Collected data entries
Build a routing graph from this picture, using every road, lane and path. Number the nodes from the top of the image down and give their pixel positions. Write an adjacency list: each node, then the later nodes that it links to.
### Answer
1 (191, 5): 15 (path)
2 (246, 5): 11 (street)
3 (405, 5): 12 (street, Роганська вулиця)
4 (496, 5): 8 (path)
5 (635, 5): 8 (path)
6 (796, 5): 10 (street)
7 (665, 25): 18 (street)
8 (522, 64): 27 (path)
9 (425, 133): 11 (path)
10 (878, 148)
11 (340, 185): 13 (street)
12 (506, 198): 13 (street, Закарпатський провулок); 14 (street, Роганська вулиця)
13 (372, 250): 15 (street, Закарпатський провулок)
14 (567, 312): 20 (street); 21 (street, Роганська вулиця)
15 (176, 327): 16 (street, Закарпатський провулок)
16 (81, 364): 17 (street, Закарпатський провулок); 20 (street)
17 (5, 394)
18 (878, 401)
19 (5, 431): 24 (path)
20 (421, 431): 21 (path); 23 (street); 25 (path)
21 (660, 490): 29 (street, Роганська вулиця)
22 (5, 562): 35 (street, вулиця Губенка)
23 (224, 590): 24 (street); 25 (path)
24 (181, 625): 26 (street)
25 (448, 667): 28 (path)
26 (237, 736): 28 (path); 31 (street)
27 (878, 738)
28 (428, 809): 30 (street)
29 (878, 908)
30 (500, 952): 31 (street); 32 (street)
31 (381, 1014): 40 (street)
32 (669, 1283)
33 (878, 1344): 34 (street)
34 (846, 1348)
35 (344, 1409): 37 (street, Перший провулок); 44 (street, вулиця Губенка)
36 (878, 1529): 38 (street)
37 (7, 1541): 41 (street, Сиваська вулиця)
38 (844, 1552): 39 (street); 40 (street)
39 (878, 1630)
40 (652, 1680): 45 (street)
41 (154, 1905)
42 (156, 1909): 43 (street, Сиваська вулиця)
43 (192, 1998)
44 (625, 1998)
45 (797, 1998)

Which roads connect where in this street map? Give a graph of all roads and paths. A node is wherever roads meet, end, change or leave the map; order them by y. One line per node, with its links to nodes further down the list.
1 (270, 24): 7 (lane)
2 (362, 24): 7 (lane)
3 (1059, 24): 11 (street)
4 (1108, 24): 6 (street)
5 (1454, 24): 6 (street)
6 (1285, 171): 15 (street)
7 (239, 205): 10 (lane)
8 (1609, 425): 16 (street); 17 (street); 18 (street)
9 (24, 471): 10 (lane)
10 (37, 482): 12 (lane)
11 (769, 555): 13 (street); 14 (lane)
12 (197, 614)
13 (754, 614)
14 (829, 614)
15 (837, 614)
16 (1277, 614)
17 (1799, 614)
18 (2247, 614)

## [Your assignment]
Print the records again, exactly as they stand above.

## [Expected output]
Build a routing graph from this picture, using every road, lane and path. Number the nodes from the top of the image down and give their pixel positions. Write an adjacency list: each node, then the later nodes that it links to.
### Answer
1 (191, 5): 15 (path)
2 (246, 5): 11 (street)
3 (405, 5): 12 (street, Роганська вулиця)
4 (496, 5): 8 (path)
5 (635, 5): 8 (path)
6 (796, 5): 10 (street)
7 (665, 25): 18 (street)
8 (522, 64): 27 (path)
9 (425, 133): 11 (path)
10 (878, 148)
11 (340, 185): 13 (street)
12 (506, 198): 13 (street, Закарпатський провулок); 14 (street, Роганська вулиця)
13 (372, 250): 15 (street, Закарпатський провулок)
14 (567, 312): 20 (street); 21 (street, Роганська вулиця)
15 (176, 327): 16 (street, Закарпатський провулок)
16 (81, 364): 17 (street, Закарпатський провулок); 20 (street)
17 (5, 394)
18 (878, 401)
19 (5, 431): 24 (path)
20 (421, 431): 21 (path); 23 (street); 25 (path)
21 (660, 490): 29 (street, Роганська вулиця)
22 (5, 562): 35 (street, вулиця Губенка)
23 (224, 590): 24 (street); 25 (path)
24 (181, 625): 26 (street)
25 (448, 667): 28 (path)
26 (237, 736): 28 (path); 31 (street)
27 (878, 738)
28 (428, 809): 30 (street)
29 (878, 908)
30 (500, 952): 31 (street); 32 (street)
31 (381, 1014): 40 (street)
32 (669, 1283)
33 (878, 1344): 34 (street)
34 (846, 1348)
35 (344, 1409): 37 (street, Перший провулок); 44 (street, вулиця Губенка)
36 (878, 1529): 38 (street)
37 (7, 1541): 41 (street, Сиваська вулиця)
38 (844, 1552): 39 (street); 40 (street)
39 (878, 1630)
40 (652, 1680): 45 (street)
41 (154, 1905)
42 (156, 1909): 43 (street, Сиваська вулиця)
43 (192, 1998)
44 (625, 1998)
45 (797, 1998)

Which roads connect where in this street map? Give a graph of all roads and paths. A node is wherever roads meet, end, change or leave the map; order them by y. One line per node, with its links to nodes further down the list.
1 (270, 24): 7 (lane)
2 (362, 24): 7 (lane)
3 (1059, 24): 11 (street)
4 (1108, 24): 6 (street)
5 (1454, 24): 6 (street)
6 (1285, 171): 15 (street)
7 (239, 205): 10 (lane)
8 (1609, 425): 16 (street); 17 (street); 18 (street)
9 (24, 471): 10 (lane)
10 (37, 482): 12 (lane)
11 (769, 555): 13 (street); 14 (lane)
12 (197, 614)
13 (754, 614)
14 (829, 614)
15 (837, 614)
16 (1277, 614)
17 (1799, 614)
18 (2247, 614)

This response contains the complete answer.